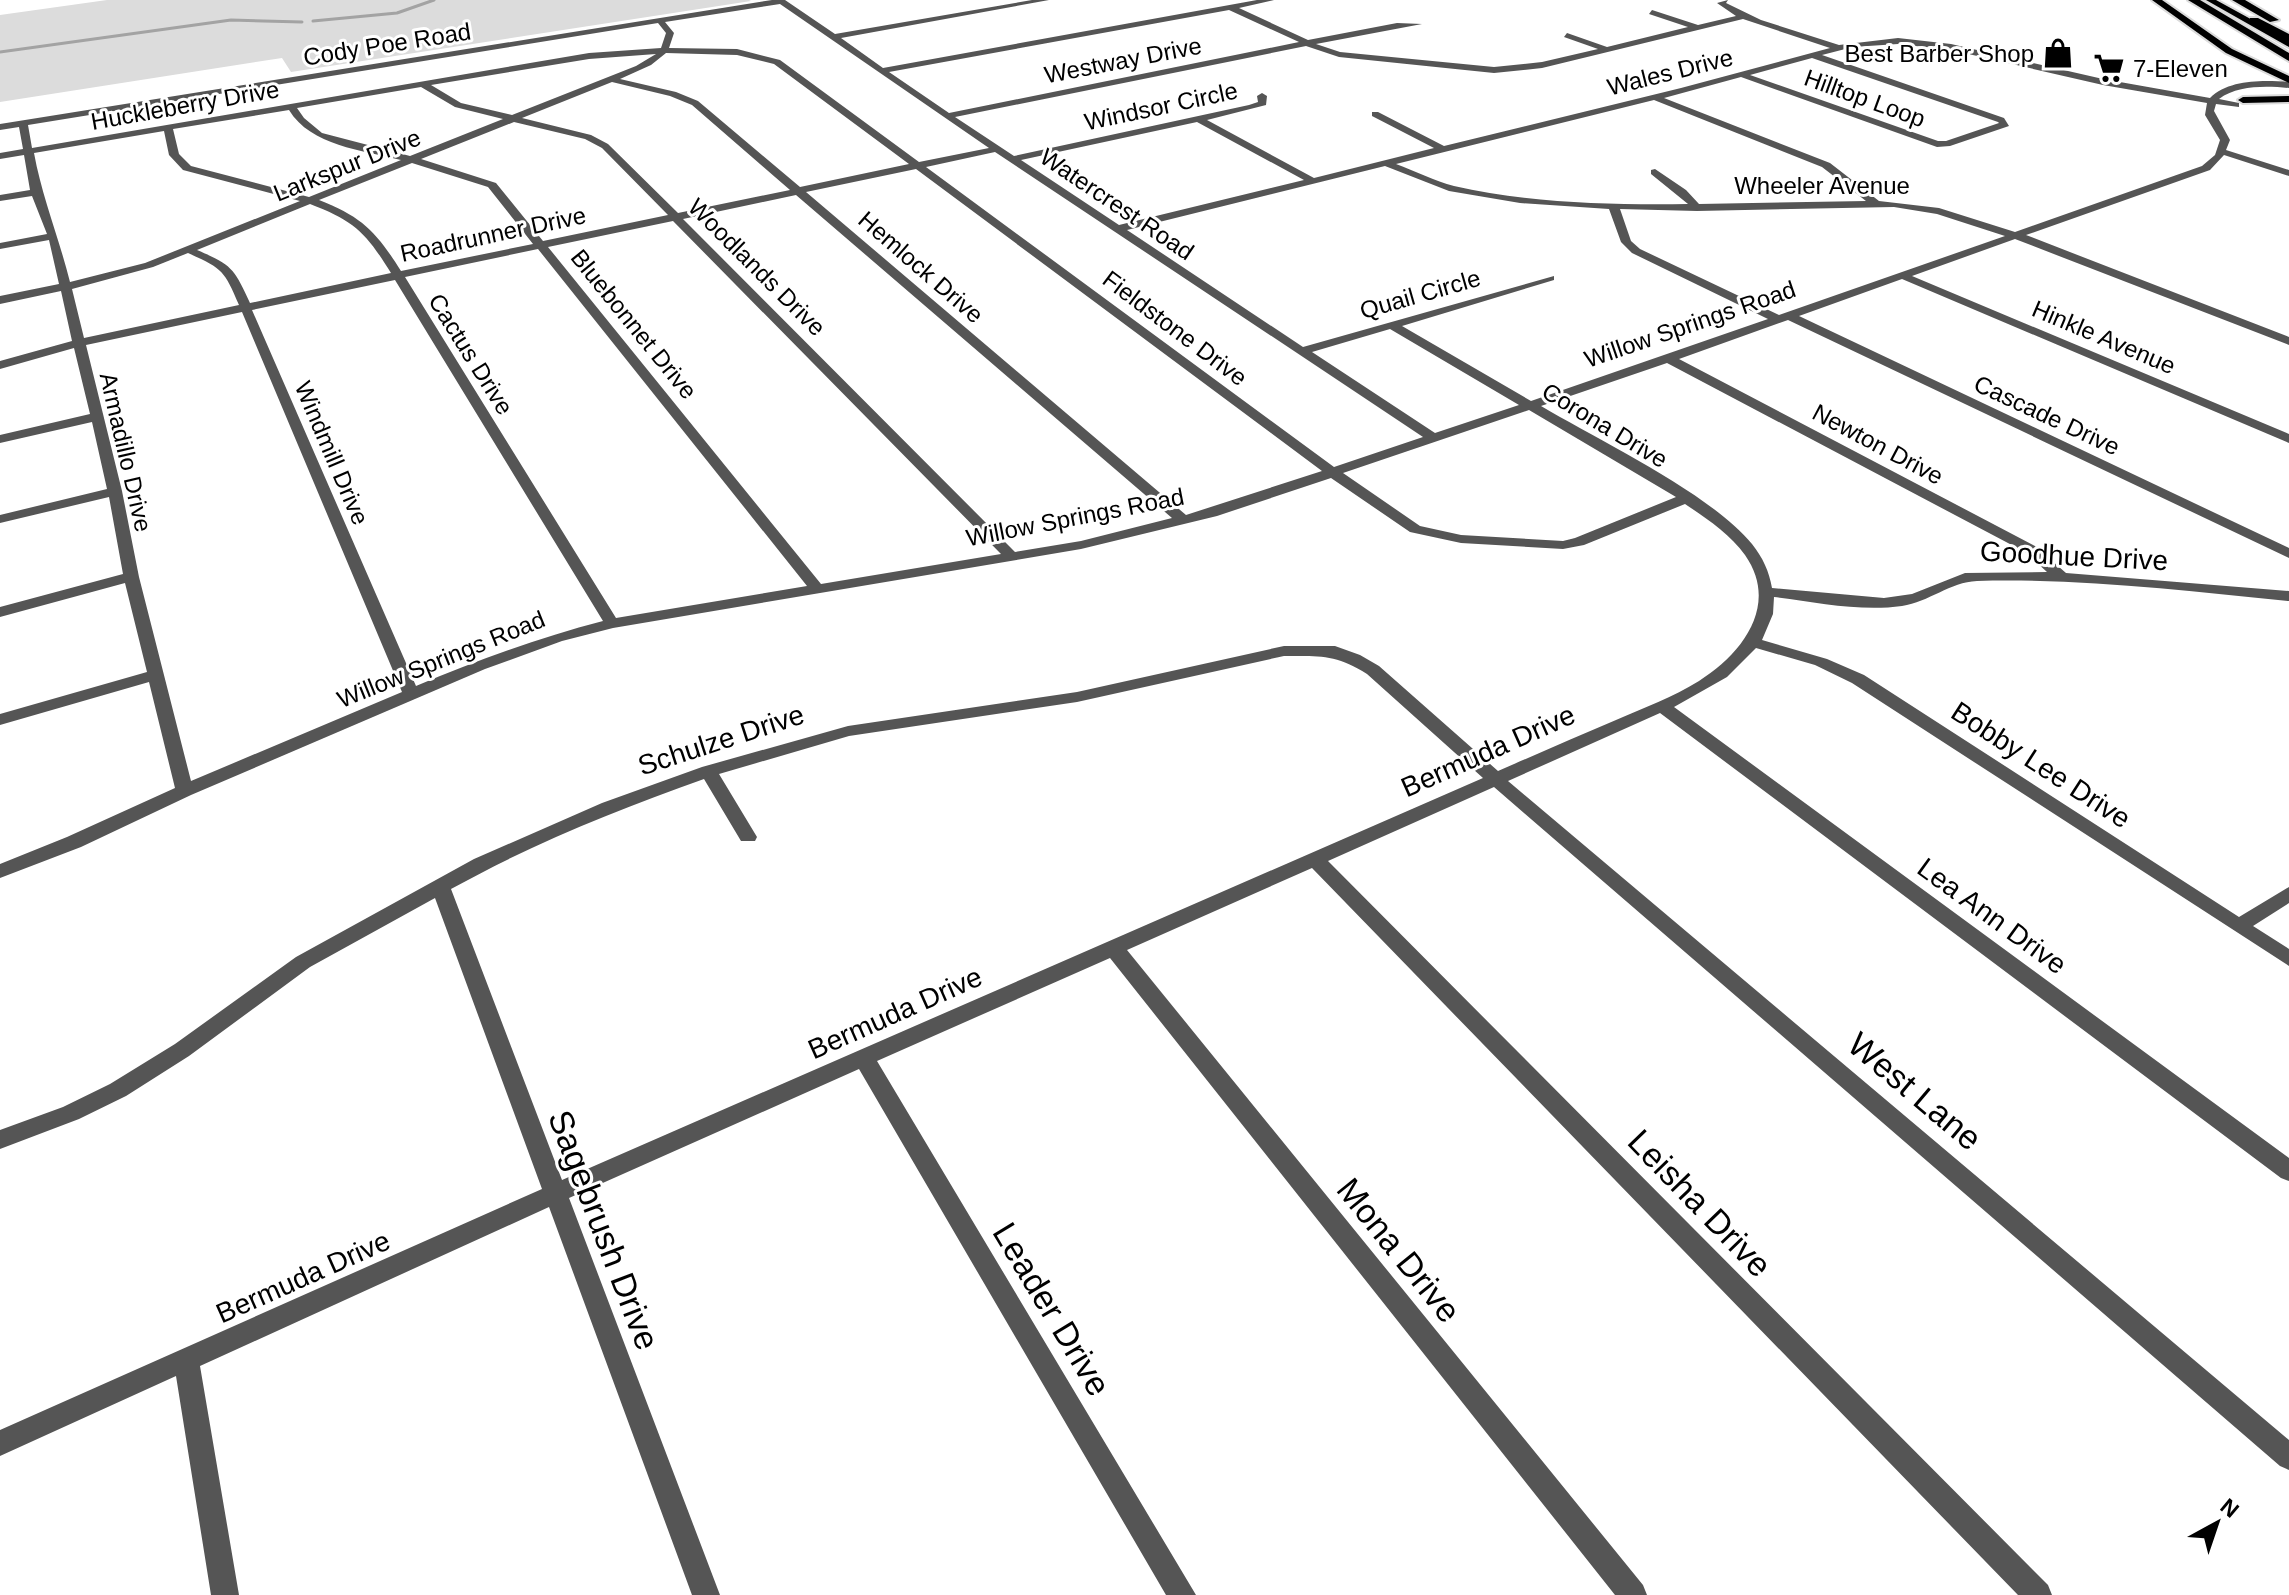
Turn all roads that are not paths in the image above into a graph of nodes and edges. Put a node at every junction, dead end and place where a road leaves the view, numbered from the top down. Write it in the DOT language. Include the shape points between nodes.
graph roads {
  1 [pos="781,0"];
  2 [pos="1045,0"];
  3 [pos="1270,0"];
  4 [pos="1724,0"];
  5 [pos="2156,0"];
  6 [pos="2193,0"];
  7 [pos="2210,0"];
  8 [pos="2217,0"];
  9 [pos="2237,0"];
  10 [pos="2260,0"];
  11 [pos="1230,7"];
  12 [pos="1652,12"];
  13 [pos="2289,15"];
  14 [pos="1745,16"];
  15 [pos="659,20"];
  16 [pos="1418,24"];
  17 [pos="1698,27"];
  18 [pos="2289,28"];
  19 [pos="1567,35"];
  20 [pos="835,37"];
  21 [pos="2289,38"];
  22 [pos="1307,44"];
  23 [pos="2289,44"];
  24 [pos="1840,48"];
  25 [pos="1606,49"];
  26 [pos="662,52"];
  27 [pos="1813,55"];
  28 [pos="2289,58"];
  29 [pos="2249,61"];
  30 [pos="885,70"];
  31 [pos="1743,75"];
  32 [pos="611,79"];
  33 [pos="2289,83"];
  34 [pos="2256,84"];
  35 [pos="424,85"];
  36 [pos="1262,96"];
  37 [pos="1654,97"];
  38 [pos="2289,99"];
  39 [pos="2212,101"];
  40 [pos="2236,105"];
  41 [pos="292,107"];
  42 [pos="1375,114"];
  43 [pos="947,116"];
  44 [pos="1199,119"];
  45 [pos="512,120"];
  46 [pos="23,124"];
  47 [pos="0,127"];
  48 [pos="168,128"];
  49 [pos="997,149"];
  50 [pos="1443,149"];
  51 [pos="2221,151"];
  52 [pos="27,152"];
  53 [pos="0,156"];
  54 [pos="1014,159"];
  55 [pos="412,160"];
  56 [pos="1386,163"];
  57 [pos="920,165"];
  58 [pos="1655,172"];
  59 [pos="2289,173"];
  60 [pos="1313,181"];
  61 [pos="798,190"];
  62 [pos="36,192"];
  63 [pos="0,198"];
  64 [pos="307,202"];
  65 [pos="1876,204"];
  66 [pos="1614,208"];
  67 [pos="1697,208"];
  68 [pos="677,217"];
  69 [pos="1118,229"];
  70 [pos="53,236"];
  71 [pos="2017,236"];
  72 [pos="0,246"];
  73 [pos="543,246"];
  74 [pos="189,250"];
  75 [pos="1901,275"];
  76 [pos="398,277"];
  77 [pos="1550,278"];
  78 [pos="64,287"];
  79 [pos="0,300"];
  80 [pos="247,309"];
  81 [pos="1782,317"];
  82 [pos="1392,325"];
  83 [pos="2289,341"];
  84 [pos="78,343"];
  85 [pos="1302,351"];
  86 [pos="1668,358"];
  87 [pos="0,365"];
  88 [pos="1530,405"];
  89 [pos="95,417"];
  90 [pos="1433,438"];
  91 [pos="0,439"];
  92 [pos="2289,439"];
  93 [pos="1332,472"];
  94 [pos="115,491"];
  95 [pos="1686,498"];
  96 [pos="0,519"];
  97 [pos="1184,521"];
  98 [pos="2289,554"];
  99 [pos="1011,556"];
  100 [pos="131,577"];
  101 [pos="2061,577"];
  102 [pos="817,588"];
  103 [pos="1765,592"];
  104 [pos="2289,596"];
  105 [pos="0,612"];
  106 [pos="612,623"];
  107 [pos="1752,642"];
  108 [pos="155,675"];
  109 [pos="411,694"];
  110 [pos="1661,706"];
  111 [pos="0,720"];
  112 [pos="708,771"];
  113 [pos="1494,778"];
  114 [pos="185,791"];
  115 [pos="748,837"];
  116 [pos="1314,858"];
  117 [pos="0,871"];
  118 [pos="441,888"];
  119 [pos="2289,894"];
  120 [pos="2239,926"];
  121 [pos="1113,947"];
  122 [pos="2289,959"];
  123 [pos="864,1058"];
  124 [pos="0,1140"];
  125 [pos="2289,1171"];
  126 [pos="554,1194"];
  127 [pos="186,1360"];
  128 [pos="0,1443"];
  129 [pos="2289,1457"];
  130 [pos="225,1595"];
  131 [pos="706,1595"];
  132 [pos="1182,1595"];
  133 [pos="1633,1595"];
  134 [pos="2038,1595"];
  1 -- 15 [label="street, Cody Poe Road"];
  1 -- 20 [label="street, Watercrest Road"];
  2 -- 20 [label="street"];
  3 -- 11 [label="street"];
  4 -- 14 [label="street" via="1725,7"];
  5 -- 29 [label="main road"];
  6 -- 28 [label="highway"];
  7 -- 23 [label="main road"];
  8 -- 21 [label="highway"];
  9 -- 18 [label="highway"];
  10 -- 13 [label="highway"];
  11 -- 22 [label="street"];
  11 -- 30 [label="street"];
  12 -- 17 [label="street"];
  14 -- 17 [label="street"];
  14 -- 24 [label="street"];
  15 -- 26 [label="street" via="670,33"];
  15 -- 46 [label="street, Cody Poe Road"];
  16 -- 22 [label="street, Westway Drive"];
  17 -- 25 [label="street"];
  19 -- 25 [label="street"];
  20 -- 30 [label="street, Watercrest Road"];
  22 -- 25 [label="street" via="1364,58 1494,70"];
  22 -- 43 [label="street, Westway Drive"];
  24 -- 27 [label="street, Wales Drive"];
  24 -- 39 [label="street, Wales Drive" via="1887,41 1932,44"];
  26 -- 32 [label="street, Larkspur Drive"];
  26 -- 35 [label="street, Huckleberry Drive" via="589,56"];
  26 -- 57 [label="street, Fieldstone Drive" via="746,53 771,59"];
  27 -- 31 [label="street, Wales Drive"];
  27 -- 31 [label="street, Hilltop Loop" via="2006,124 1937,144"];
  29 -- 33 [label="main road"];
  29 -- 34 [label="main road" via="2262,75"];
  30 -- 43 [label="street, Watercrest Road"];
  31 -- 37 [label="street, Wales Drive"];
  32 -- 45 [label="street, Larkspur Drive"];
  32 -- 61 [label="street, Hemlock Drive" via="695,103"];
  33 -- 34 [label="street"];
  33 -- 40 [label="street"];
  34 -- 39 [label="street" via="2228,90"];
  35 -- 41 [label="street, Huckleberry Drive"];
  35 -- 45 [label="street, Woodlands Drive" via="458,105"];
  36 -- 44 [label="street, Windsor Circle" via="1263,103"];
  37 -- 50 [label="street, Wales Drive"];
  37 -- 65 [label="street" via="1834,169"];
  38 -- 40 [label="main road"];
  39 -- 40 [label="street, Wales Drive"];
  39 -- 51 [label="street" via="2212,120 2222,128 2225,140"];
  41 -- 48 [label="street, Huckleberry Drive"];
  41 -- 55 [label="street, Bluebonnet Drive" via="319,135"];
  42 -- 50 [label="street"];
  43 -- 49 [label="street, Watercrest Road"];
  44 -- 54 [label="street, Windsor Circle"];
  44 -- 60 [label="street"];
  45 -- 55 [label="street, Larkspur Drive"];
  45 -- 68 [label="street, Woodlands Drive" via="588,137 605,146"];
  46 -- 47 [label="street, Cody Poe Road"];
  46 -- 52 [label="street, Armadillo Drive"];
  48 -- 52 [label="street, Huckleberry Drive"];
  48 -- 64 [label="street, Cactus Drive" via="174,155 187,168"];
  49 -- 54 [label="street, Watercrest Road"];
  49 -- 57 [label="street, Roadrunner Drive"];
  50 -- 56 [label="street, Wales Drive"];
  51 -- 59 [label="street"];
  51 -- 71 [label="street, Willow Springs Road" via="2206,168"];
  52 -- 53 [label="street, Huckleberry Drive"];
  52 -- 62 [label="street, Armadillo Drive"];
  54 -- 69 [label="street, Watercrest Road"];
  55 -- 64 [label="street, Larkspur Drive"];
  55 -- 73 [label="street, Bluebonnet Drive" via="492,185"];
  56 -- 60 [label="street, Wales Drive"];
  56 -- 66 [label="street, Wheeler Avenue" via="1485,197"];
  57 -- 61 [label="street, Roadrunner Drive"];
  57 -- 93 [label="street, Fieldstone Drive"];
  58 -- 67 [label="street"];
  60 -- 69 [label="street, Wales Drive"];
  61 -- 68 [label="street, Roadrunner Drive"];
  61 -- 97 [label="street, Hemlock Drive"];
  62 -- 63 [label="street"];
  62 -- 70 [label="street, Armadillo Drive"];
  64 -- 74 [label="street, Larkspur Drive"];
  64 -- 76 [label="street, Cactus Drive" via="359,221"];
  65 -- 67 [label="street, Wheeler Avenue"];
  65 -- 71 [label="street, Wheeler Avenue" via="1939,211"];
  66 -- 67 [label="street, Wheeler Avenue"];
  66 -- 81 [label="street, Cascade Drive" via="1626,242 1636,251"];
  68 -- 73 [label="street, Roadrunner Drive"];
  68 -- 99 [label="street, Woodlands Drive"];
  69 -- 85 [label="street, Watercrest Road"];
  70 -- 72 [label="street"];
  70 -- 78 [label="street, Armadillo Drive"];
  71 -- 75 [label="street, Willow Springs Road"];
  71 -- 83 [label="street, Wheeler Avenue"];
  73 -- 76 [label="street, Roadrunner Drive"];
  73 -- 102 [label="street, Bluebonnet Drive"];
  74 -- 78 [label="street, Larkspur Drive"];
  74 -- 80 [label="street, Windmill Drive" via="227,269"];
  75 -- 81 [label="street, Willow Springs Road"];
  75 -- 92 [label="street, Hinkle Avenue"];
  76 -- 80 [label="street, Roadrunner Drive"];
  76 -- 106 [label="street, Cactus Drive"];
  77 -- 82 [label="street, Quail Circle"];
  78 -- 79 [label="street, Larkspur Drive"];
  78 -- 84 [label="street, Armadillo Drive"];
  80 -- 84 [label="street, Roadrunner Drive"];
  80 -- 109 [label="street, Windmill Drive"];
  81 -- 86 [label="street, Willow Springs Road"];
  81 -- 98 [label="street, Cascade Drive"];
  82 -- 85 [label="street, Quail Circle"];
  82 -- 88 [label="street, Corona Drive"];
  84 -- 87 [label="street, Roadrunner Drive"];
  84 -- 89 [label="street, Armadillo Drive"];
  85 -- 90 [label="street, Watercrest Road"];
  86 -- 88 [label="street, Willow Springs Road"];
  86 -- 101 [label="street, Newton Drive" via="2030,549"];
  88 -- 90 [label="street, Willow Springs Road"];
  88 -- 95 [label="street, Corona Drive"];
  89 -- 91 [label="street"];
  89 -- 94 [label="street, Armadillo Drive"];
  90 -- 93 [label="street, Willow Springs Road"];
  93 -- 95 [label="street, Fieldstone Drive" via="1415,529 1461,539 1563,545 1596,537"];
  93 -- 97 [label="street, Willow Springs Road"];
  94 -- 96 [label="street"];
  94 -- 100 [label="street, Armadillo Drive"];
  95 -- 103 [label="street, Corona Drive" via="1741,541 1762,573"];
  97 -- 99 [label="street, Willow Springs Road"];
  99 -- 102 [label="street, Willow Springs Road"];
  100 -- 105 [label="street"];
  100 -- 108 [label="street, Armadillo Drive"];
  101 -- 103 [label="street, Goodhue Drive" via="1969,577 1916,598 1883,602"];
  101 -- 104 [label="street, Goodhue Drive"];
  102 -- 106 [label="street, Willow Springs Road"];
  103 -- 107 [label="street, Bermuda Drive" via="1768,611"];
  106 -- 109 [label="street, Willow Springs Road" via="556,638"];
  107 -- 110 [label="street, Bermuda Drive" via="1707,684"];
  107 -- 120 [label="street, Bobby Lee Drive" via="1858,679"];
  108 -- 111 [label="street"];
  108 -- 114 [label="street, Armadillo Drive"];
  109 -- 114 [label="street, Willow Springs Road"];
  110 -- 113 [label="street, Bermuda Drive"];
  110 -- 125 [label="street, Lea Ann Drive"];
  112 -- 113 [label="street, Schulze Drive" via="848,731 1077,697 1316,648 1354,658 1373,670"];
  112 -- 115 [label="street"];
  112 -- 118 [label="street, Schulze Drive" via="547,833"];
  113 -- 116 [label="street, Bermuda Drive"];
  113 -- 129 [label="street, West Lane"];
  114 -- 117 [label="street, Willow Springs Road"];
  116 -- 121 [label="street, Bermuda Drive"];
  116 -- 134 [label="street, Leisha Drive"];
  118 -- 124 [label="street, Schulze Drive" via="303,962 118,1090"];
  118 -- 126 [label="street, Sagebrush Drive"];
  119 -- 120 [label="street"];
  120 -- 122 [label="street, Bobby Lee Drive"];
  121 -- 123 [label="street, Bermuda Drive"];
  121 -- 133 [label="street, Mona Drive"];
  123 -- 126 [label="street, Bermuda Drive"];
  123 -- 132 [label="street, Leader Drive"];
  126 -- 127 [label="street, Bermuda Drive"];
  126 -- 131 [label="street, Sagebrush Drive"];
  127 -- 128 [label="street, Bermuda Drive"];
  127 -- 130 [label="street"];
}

Aim of the task: Over the whole of the material above, count the lines that contain the word "highway"; give only the number.

Final answer: 4